There has always been a move to simplicity in progressivism, a kind of stasis, a tendency toward an undisturbed level of thought, a folding in of similar or allied causes, an uncritical blending of ideas which demand no analysis.
Political optimists feel that collective human action can indeed bring about a better, more just, and more equitable world. Man is indeed perfectible, and the only reason that greed, venality, and untamed ambition still exist in the world is because the most righteous among us have not done enough. Human society is progressing as surely as the soul of the faithful Hindu is evolving over time and many incarnations before finally reaching nirvana. It is no surprise that these political idealists resemble evangelicals who also believe that with right behavior we can all enter paradise. For evangelicals this ascension is to the right hand of God. For progressives it is to a secular utopia.
Conservatives believe that man, society, and human nature have not changed since we came down from the trees. We are as aggressive, territorial, self-protective, and self-interested as ever; but these innate traits can be positive as well as negative. Without ambition and the desire for wealth, power, and influence there would be no great civilizations. Ever since the first primitive communities were formed, human societies have regulated the most extreme forms of human expression and taken advantage of the leadership and vision of the strongest and most able. The economic market with its countervailing forces and laws of supply and demand is but one example of this characteristic. All aspects of life – whether in the family or nation - are governed by issues of power, dominance, and the acquisition of wealth and resources. The individual is either pitted against other individuals or joined together with them for collective advantage; but no higher moral value involved.
The juggernaut of reformism still has inertia and has become no more nuanced or complex than it ever was. ‘Race’ has never been a social, historical, and economic marker but an icon and a meme. ‘Race’ means white oppression and nothing more. It is not meant to invite analysis of the reasons why the persistent dysfunction of the inner city, the continuing need for affirmative action, the seemingly never-ending flow of public monies with little demonstrable result, an objective look at the degree to which white perceptions influence black performance, and a hundred other legitimate appraisals of race in America.

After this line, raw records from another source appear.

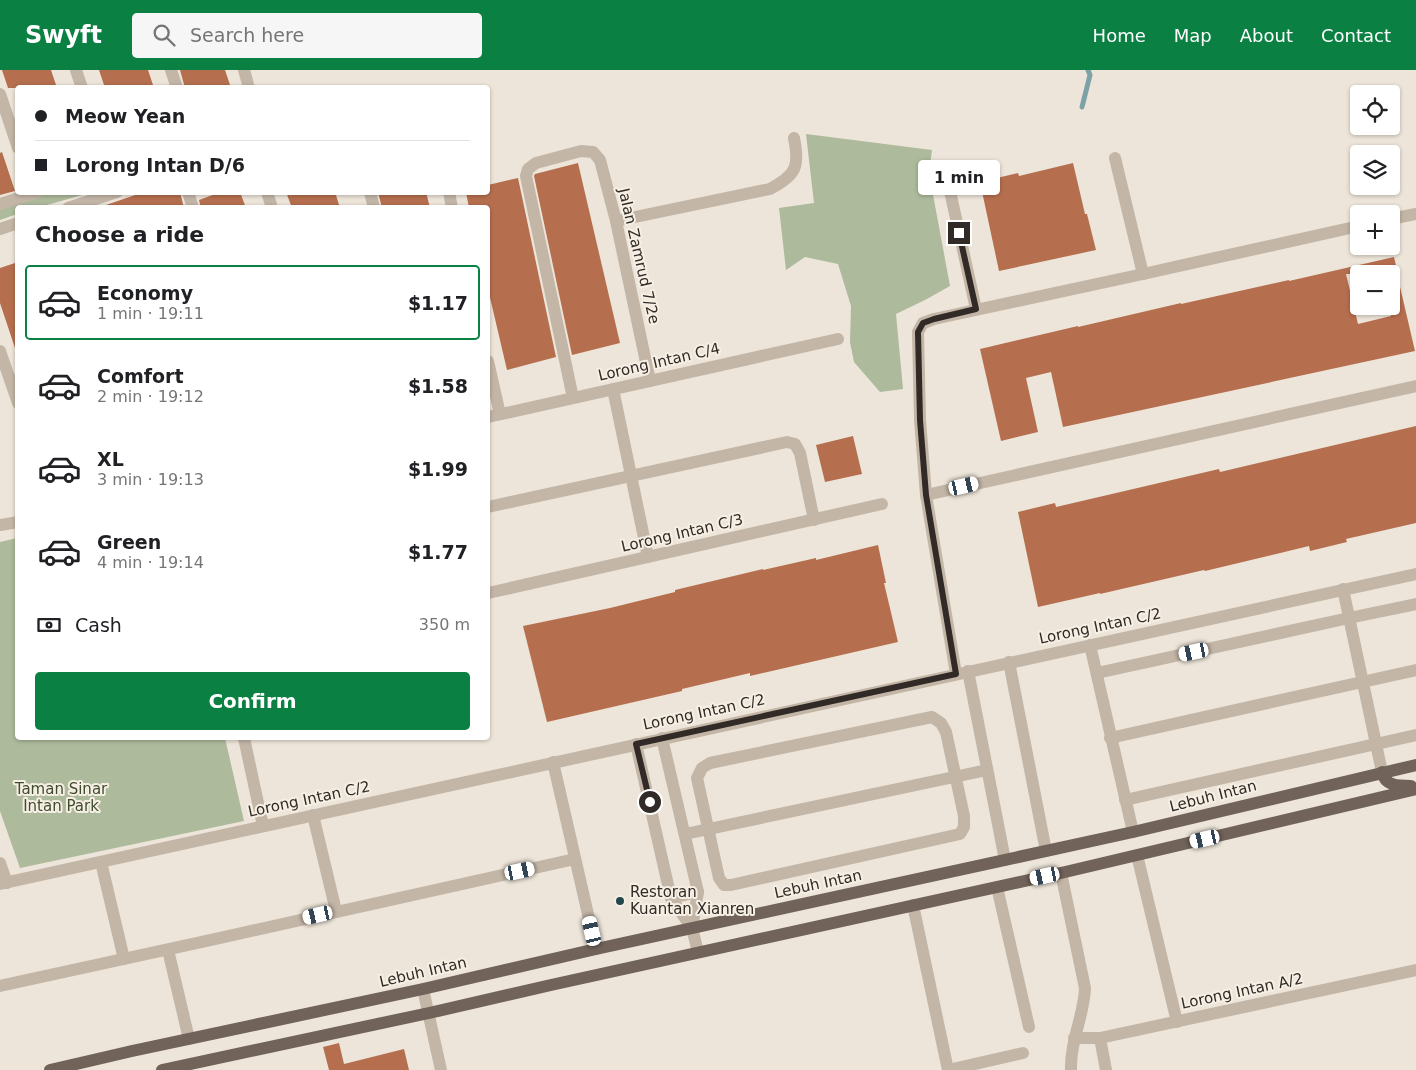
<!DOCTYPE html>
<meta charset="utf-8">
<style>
:root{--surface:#fff;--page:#f6f6f6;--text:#202124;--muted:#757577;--line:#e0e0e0;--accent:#0b8043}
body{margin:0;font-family:"DejaVu Sans",sans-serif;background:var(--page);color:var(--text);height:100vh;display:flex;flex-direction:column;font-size:19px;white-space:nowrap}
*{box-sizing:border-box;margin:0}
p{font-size:16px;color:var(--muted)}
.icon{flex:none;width:28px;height:28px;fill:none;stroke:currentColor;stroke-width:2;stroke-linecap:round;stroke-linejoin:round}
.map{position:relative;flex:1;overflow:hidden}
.side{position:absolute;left:15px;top:135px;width:475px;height:535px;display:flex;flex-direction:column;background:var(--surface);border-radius:5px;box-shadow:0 1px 4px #0004}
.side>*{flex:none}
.banner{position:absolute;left:15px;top:15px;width:475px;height:110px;border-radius:5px;box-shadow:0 1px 4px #0004;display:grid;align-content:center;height:110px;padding:0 20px;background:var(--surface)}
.fabs{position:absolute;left:1350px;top:15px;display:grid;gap:10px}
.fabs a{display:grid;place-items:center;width:50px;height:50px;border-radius:5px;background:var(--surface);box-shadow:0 1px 4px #0004;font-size:25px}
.end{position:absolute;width:22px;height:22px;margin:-11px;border:6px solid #312a26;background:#fff;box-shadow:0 0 0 2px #fff}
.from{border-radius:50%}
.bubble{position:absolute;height:35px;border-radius:5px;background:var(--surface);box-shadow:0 1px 4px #0004;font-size:16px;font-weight:700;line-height:35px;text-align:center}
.car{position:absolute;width:15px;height:30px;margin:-15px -8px;border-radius:6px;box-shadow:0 0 4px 1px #0007;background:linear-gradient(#fff 24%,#345 0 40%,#fff 0 76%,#345 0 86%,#fff 0)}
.banner b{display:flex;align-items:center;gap:18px;height:48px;font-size:19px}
.banner b+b{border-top:1px solid var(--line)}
.banner i{width:12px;height:12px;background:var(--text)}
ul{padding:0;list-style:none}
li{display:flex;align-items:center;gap:15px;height:75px;margin:0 10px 8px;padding:0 10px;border:2px solid transparent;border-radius:5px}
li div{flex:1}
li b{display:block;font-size:19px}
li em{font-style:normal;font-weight:700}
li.selected{border-color:var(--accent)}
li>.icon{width:45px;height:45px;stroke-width:1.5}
h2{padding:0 20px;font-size:22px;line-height:60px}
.pay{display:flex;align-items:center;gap:12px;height:55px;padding:0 20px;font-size:19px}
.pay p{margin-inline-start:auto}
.button{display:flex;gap:10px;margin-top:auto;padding:10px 20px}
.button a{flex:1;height:58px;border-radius:5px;background:var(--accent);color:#fff;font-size:20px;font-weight:700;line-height:58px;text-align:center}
header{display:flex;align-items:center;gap:30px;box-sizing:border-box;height:70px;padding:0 25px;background:var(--accent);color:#fff}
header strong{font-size:24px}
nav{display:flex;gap:28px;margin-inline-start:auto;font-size:18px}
.search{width:350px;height:45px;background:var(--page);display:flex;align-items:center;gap:12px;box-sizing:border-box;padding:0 18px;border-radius:5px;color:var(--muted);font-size:19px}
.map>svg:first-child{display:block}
.green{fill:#adba9b}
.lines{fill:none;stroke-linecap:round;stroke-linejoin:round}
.stream{stroke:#7ca1a6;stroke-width:5}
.building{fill:#b66f4e;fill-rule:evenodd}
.minor{stroke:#c3b6a7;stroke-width:12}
.major{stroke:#716359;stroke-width:12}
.route{stroke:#312a26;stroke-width:6}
.poi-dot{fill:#21474d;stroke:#f6efe4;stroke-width:2}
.labels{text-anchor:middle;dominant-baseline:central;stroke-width:4;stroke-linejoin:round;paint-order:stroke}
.street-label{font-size:15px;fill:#312a26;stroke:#f6efe4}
.park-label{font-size:15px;fill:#3e4c2d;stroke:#f6efe4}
.poi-label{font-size:15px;fill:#312a26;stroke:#f6efe4;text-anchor:start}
</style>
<header>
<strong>Swyft</strong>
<div class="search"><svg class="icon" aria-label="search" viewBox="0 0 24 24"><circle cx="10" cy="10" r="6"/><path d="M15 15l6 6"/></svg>Search here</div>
<nav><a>Home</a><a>Map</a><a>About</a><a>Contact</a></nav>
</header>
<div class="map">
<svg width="1416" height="1000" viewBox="0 0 1416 1000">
<rect width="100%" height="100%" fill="#ede5d9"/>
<!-- green -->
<g class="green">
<polygon points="806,64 932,80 929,103 950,216 925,230 896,244 903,319 880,322 854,292 850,272 851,236 838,194 805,187 786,200 779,138 814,133"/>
<polygon points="50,123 89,123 40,137 18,138 17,144 0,150 0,137"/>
<polygon points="17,468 18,668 225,668 244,751 20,798 0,741 0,472"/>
</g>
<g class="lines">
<!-- stream -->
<polyline class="stream" points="1082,37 1090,5 1088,0"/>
</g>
<!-- building -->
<g class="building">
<polygon points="2,0 51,0 57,18 8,18"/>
<polygon points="99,0 148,0 154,18 105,18"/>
<polygon points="180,0 225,0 231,18 185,18"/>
<polygon points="2,82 15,121 0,125 0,83"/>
<polygon points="578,93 620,273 572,285 534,106 535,104"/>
<polygon points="1073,93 1085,144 1087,144 1096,180 999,201 980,112 1018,103 1019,106"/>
<polygon points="518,108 556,287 507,300 488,219 488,138 469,138 466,122 488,122 488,115"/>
<polygon points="144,122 180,122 184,138 106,138 106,135"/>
<polygon points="221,122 240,122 246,138 201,138 199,130"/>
<polygon points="286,122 335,122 340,138 292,138"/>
<polygon points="378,122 426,122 430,138 382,138"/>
<path d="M1394,187L1398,204H1397L1415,281L1063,357L1051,302L1026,308L1038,362L1001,371L980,279L1078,256V257L1181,233V234L1289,210V211ZM1346,204H1396H1391V246L1358,254Z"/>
<polygon points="18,192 18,277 15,278 0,233 0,198"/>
<polygon points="1416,356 1416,453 1346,469 1347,472 1310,481 1309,476 1205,501 1204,500 1100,524 1100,523 1038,537 1018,442 1055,433 1056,437 1219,399 1220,402"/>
<polygon points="853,366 862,404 825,412 816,375"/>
<polygon points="878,475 886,513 884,513 898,572 750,606 750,603 682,619 682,621 547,652 523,556 610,538 675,522 675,520 763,499 763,500 816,488 816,490"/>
<polygon points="339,973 344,994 404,979 409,1000 329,1000 323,977"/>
</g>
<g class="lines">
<!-- minor -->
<g class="minor">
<polyline points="76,0 82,18"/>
<polyline points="171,0 177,18"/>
<polyline points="244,0 249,18"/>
<polyline points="0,24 18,78"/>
<polyline points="1115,88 1143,204"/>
<polyline points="948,112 976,239"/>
<polyline points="188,122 193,138"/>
<polyline points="267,122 272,138"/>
<polyline points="370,122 374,138"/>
<polyline points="449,122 452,138"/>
<polyline points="0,134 38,122"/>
<polyline points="68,138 117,122"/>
<polyline points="1391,149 1416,144"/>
<path d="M616,151L770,119C796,105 800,97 794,68"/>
<polyline points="0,159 18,153"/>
<polyline points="0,281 18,333"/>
<polyline points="488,291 500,344"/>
<polyline points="613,319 648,487"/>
<polyline points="573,328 526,106 528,99 536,93 581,81 593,82 600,90 616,151 650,311"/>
<polyline points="488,347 838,269"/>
<polyline points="926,425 1416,316"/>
<polyline points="488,437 787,372 795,374 800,383 814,450"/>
<polyline points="0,455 18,452"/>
<polyline points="1343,519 1382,702"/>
<polyline points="488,523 882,434"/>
<polyline points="1090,575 1133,762"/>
<polyline points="1009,592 1046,781"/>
<polyline points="968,601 1005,790"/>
<polyline points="1097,603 1349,548 1416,534"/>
<polyline points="956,604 926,425 920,350 918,262 923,253 934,249 1143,204 1359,156"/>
<polygon points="932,647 941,653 946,662 964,746 964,757 960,764 731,815 724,815 719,808 697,708 702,698 710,693"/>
<polyline points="244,668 263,756"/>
<polyline points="662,668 698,822 692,858"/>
<polyline points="1110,668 1416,600"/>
<polyline points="636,674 671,828 692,858 698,882"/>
<polyline points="553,692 596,879"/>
<polyline points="1125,730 1416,665"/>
<polyline points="313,745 336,841"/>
<polyline points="685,764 987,700"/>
<polyline points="1137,785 1177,952"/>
<polyline points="101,792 124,889"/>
<polyline points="0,793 7,813"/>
<path d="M1061,803L1085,918C1084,946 1070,971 1071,1000"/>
<polyline points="0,814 1416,504"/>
<polyline points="997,817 1029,957"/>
<polyline points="671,828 698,822"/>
<polyline points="913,835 948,1000"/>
<polyline points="168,880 189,969"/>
<path d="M0,916C192,875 383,831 575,789"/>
<polyline points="423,919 441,1000"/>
<polyline points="1074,968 1100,968 1114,965 1416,900"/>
<polyline points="1100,968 1106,1000"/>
<polyline points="948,1000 1023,983"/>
</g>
<!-- major -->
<g class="major">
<path d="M1382,702C1385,716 1398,716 1411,716"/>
<polyline points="50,1000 132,981 423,919 596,879 1133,762 1416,695"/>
<polyline points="162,1000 429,943 551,915 1061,803 1416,719"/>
</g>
</g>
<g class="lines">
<!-- route -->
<polyline class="route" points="650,732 636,674 956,604 926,425 920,350 918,262 923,253 934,249 976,239 959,163"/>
</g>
<!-- markers -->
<circle class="poi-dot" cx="620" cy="831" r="5"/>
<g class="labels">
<!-- street labels -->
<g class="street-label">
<text transform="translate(639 186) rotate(77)">Jalan Zamrud 7/2e</text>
<text transform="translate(659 292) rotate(-13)">Lorong Intan C/4</text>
<text transform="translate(682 463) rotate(-13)">Lorong Intan C/3</text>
<text transform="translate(1100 556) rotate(-12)">Lorong Intan C/2</text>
<text transform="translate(704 642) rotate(-12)">Lorong Intan C/2</text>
<text transform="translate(1213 726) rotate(-14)">Lebuh Intan</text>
<text transform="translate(309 729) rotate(-12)">Lorong Intan C/2</text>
<text transform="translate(818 814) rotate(-12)">Lebuh Intan</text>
<text transform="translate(423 902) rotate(-13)">Lebuh Intan</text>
<text transform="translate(1242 921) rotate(-12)">Lorong Intan A/2</text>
</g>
<!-- park labels -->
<g class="park-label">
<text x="61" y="719">Taman Sinar<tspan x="61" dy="17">Intan Park</tspan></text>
</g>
<!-- poi labels -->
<g class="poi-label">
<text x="630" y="822">Restoran<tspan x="630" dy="17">Kuantan Xianren</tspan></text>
</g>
</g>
</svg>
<div class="fabs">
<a><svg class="icon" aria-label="locate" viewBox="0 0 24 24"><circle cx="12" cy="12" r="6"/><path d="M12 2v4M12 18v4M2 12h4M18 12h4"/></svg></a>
<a><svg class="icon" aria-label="layers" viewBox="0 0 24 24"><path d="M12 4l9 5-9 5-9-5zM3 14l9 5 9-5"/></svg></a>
<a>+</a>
<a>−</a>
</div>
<i class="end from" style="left:650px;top:732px"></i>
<i class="end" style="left:959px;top:163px"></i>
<div class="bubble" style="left:918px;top:90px;width:82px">1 min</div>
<i class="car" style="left:964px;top:416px;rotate:77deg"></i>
<i class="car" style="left:1194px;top:582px;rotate:258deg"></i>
<i class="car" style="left:1205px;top:769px;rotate:257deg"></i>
<i class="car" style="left:520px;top:801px;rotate:78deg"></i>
<i class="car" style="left:1045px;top:806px;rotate:258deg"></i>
<i class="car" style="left:318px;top:845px;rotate:257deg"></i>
<i class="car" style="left:592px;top:861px;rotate:347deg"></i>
<div class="banner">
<b><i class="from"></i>Meow Yean</b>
<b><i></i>Lorong Intan D/6</b>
</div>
<section class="side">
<h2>Choose a ride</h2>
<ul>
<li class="selected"><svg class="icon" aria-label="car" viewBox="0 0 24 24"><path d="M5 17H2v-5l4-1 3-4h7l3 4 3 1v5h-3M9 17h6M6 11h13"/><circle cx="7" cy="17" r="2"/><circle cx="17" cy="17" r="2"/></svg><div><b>Economy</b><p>1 min · 19:11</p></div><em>$1.17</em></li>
<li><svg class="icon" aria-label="car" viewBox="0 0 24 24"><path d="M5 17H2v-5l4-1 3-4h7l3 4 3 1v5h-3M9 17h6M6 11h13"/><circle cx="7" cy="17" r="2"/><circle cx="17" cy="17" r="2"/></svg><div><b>Comfort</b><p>2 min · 19:12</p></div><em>$1.58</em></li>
<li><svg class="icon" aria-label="car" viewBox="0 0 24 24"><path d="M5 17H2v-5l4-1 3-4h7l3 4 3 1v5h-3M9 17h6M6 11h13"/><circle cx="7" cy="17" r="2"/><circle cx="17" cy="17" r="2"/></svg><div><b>XL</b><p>3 min · 19:13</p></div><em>$1.99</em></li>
<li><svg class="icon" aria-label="car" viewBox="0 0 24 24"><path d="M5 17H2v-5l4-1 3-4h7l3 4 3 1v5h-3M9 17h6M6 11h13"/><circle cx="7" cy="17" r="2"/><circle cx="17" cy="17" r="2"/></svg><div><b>Green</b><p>4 min · 19:14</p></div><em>$1.77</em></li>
</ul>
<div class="pay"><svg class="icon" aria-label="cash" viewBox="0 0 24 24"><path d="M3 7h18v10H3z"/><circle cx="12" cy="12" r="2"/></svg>Cash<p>350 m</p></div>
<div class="button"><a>Confirm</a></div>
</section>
</div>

Gender – homosexuality, transgenderism, sexual ‘abuse’, and the glass ceiling – is no different. The word implies male oppression and goes no further – no nuance, no in-depth insights into sexual dynamics, marriage, or relationships. ‘Gender’ is a meaningless concept for all but the most idealistic political reformists.
When will it all end? ask Americans hammered every day with news about race and gender, subjected to sensitivity workshops, and seeing their freedoms of expression and speech censured. For them simplicity of motive is not only not enough, it is ignorance at its worst, a dumbing down of discourse, and an autocratic presumption of right and wrong.
Censure, revisionism, and the cancel culture cannot last much longer. Americans have had enough, are tired of sanctimony, the lionization of minorities, and the arrogant dismissal of the civilized past.